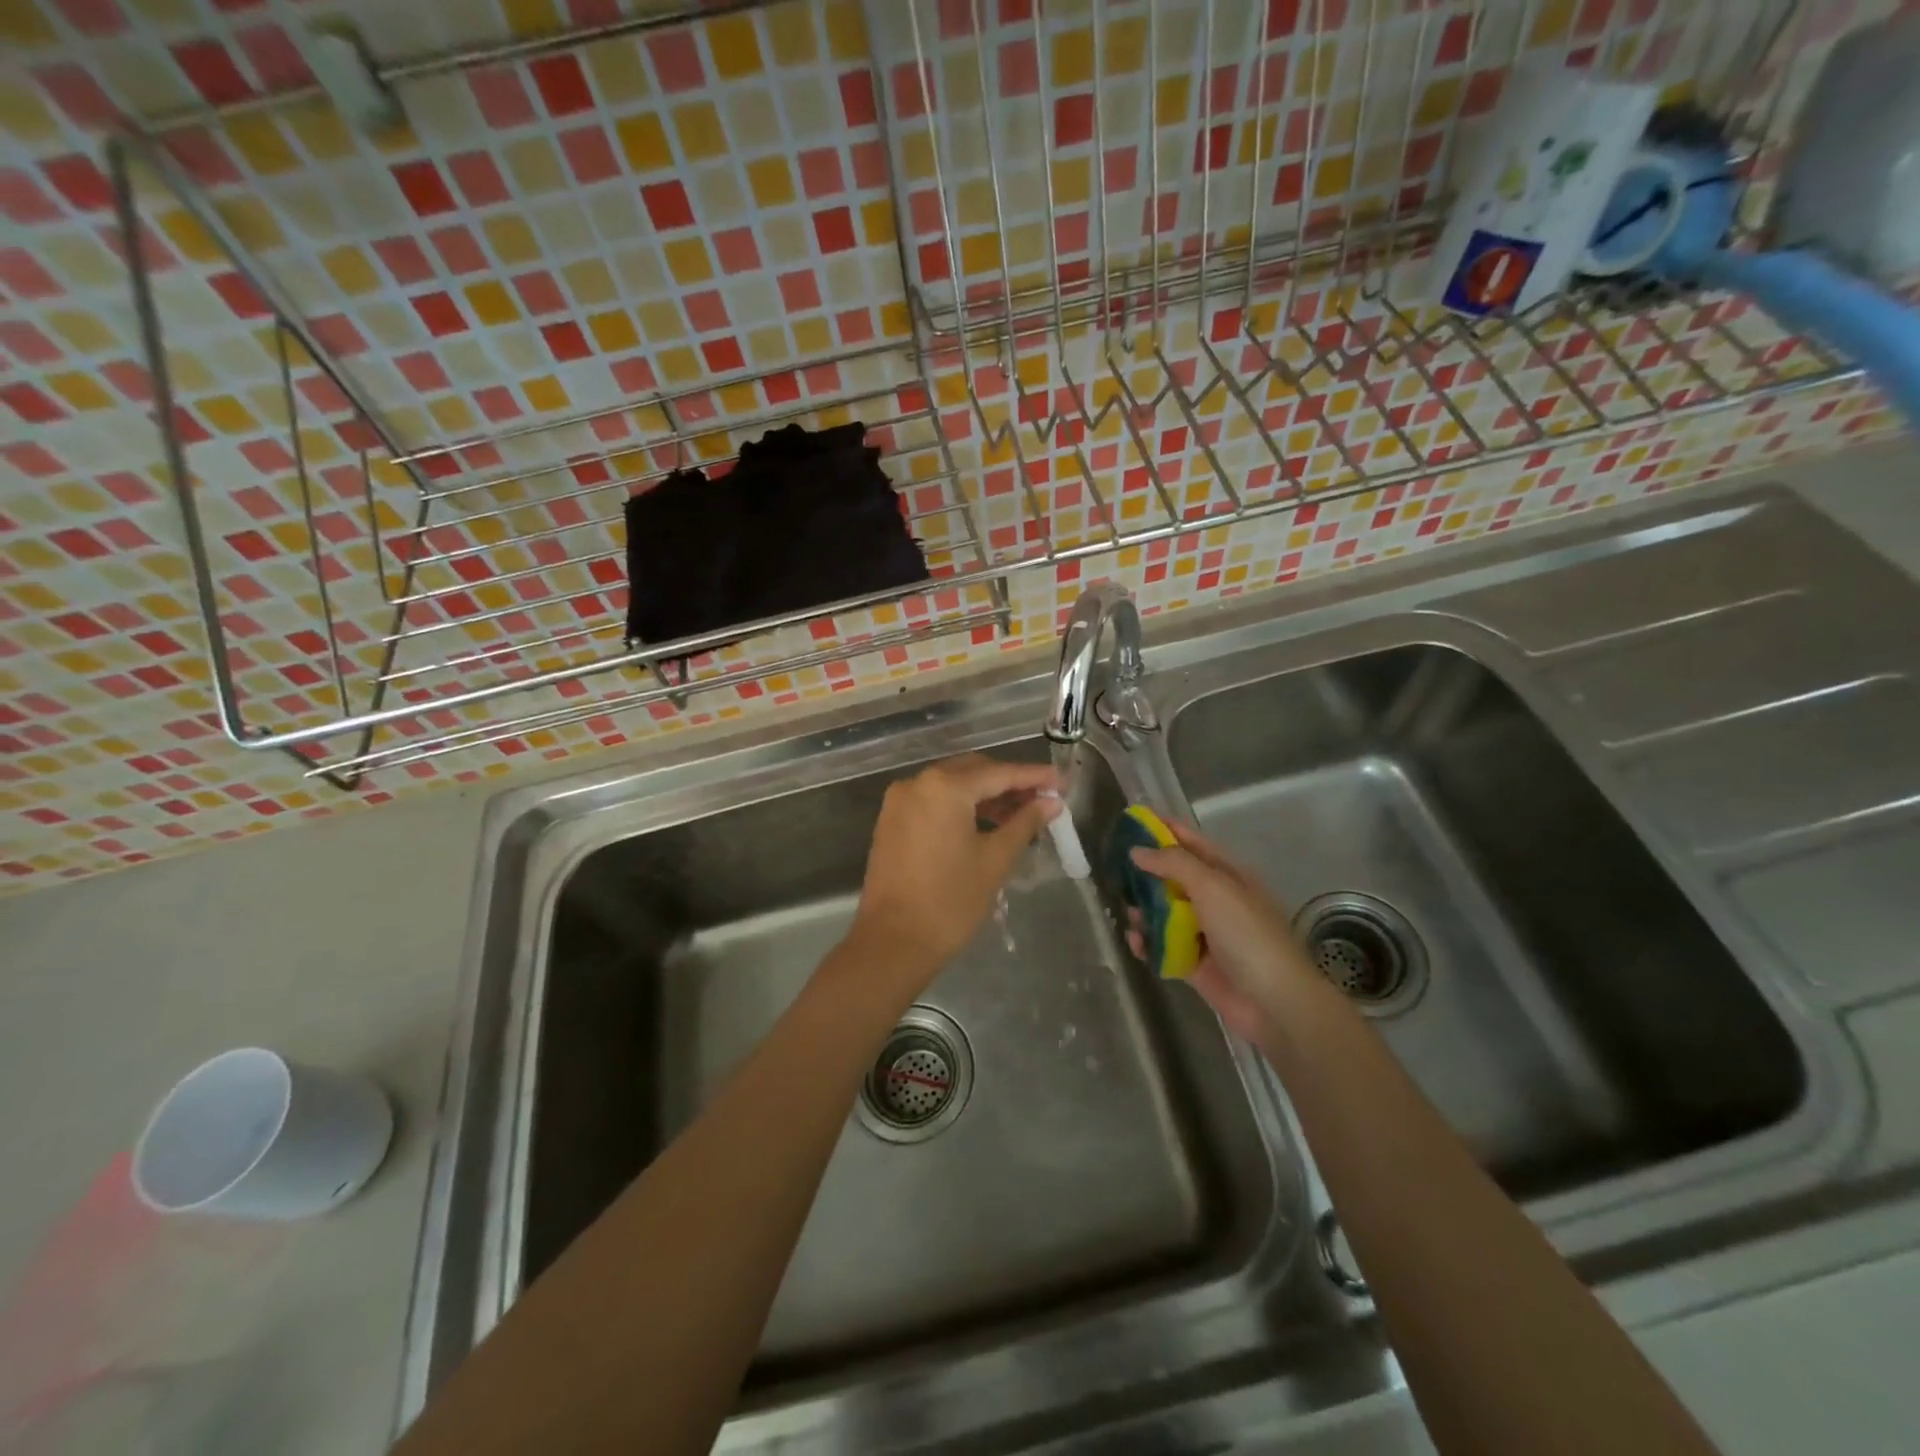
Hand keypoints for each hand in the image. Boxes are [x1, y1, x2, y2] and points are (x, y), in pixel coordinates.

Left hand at [849, 754, 1060, 987]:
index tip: (1061, 780)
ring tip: (1020, 815)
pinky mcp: (892, 821)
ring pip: (952, 785)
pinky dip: (961, 806)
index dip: (1033, 776)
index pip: (999, 773)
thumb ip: (1024, 823)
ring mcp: (899, 801)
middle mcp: (917, 783)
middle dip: (1009, 782)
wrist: (893, 942)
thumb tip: (1050, 803)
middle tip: (1043, 798)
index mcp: (944, 787)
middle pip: (973, 771)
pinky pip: (934, 801)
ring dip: (985, 795)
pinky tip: (986, 823)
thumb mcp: (995, 860)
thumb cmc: (950, 901)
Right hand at [1128, 821, 1325, 1043]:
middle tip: (1115, 868)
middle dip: (1147, 873)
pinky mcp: (1194, 963)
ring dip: (1144, 911)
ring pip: (1165, 913)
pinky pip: (1163, 947)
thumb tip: (1137, 850)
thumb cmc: (1246, 934)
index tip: (1133, 820)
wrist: (1272, 1001)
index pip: (1193, 843)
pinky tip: (1136, 941)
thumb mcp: (1212, 887)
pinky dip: (1148, 943)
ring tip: (1128, 911)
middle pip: (1174, 878)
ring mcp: (1205, 933)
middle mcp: (1216, 900)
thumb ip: (1173, 863)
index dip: (1165, 830)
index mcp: (1229, 876)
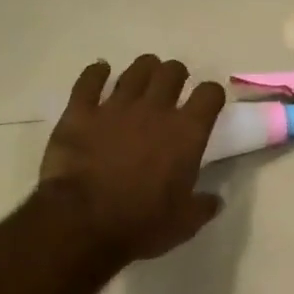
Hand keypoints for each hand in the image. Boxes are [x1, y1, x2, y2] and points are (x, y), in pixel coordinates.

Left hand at [39, 55, 226, 263]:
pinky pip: (89, 81)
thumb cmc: (142, 223)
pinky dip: (96, 73)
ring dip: (144, 69)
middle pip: (172, 72)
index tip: (209, 102)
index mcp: (187, 133)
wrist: (83, 223)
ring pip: (136, 70)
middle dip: (176, 75)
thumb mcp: (185, 223)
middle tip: (174, 87)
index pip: (209, 94)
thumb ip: (203, 206)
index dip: (212, 94)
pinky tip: (100, 72)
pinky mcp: (79, 112)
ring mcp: (115, 107)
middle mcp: (155, 110)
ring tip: (144, 77)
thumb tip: (214, 200)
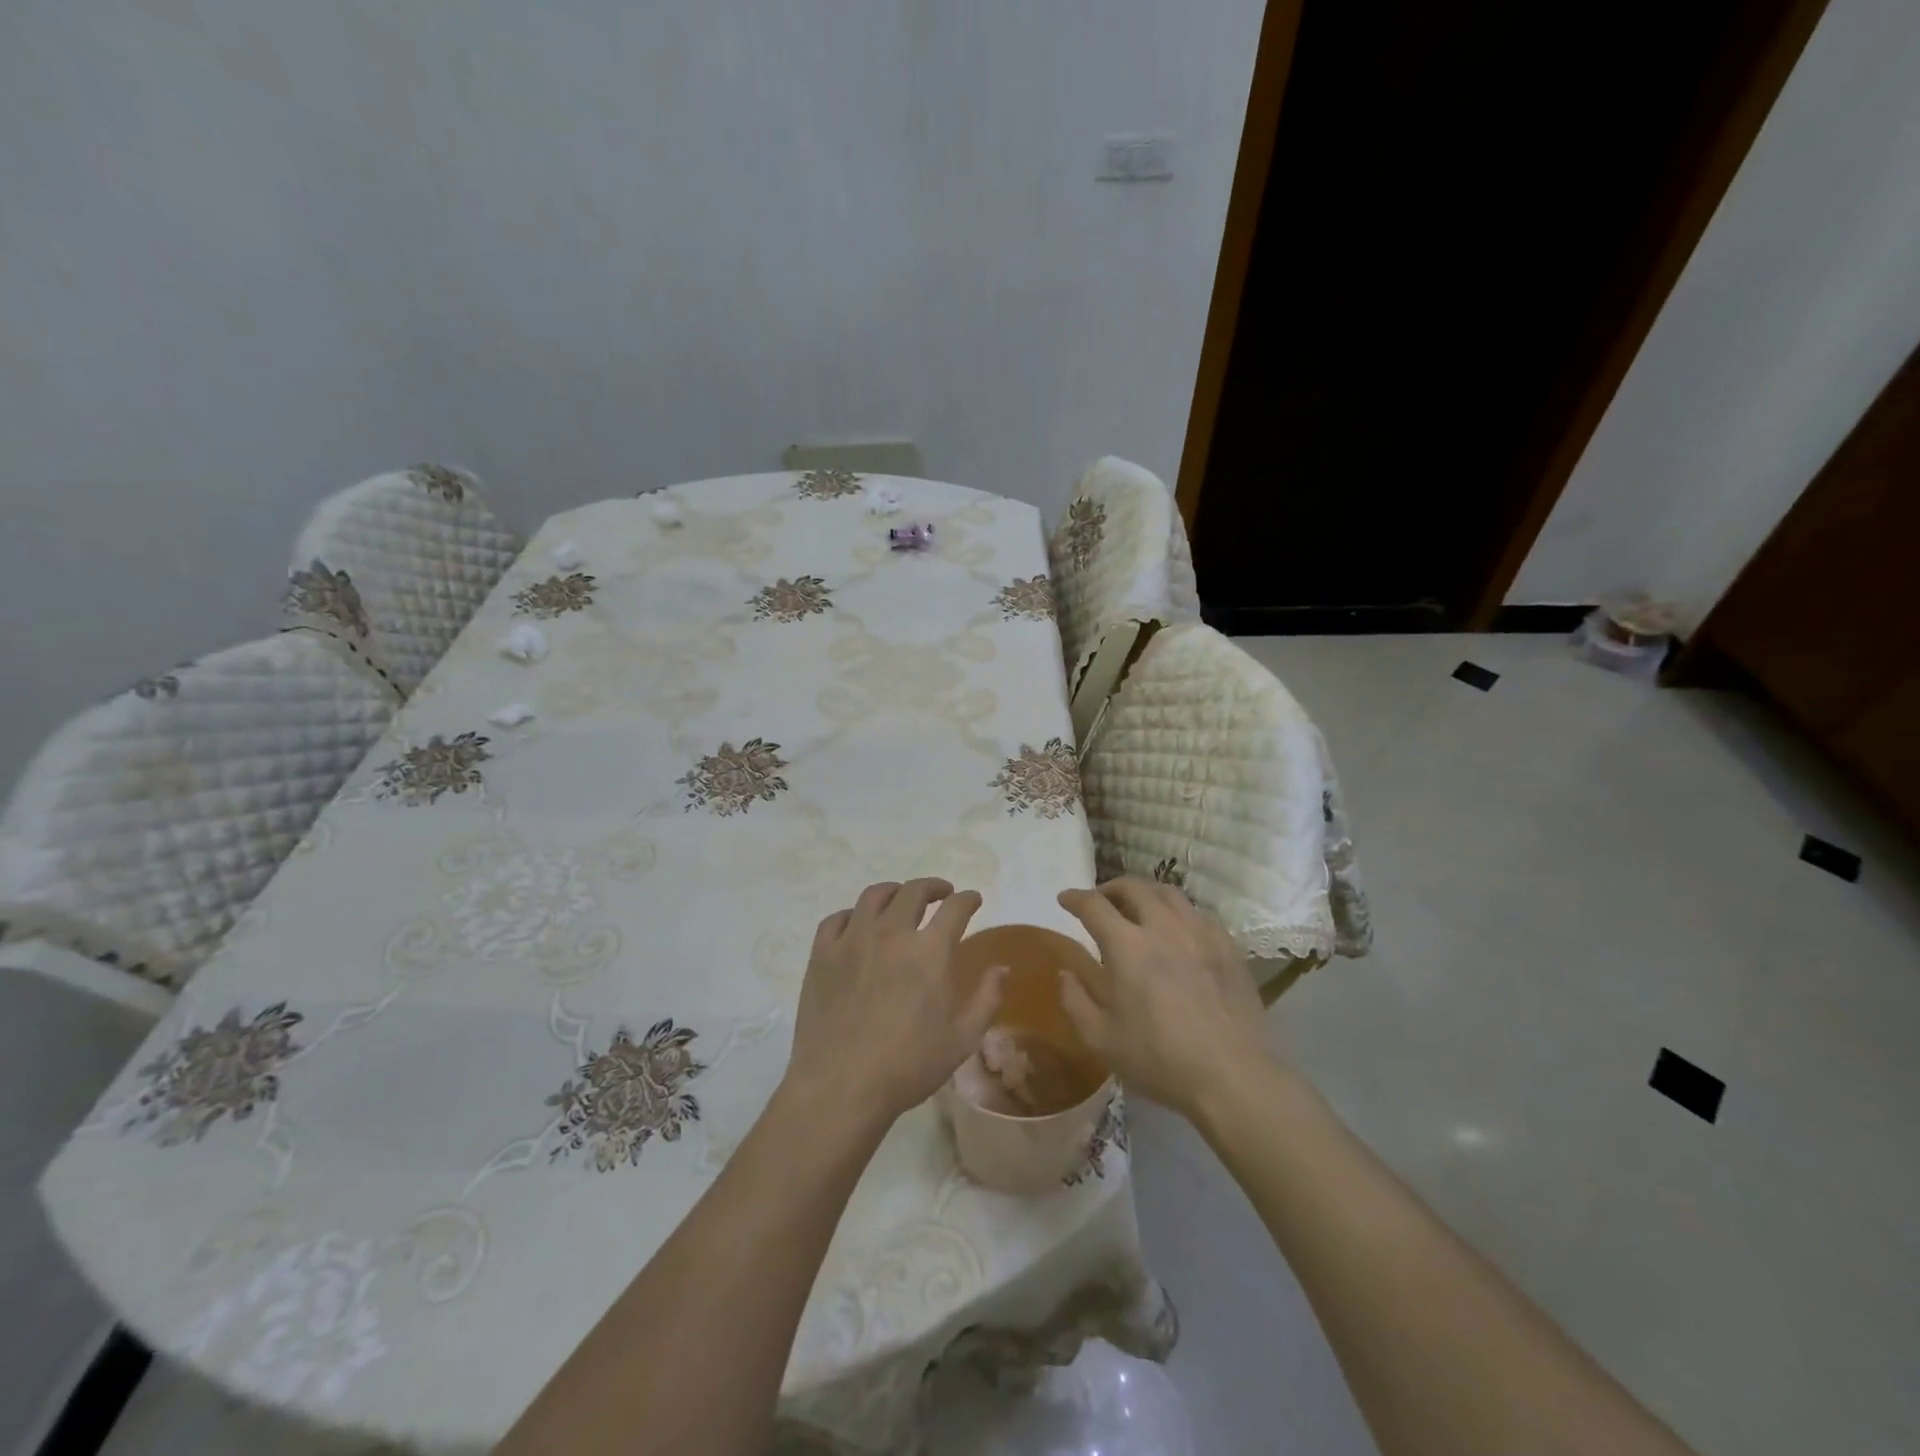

■ ■ ■

- _WHAT NEEDS TO BE DONE_
From the records above, copy out the line with "index pip: (999, 773)", the line with "middle tip: (1115, 868)", and every line between them, word for word.

- _EXERCISE RESPONSE_
index pip: (999, 773)
thumb ip: (1024, 823)
ring mcp: (899, 801)
middle mcp: (917, 783)
middle dip: (1009, 782)
wrist: (893, 942)
thumb tip: (1050, 803)
middle tip: (1043, 798)
index mcp: (944, 787)
middle pip: (973, 771)
pinky pip: (934, 801)
ring dip: (985, 795)
pinky tip: (986, 823)
thumb mcp: (995, 860)
thumb cmc: (950, 901)
Right hand at [1128, 821, 1325, 1043]:
middle tip: (1115, 868)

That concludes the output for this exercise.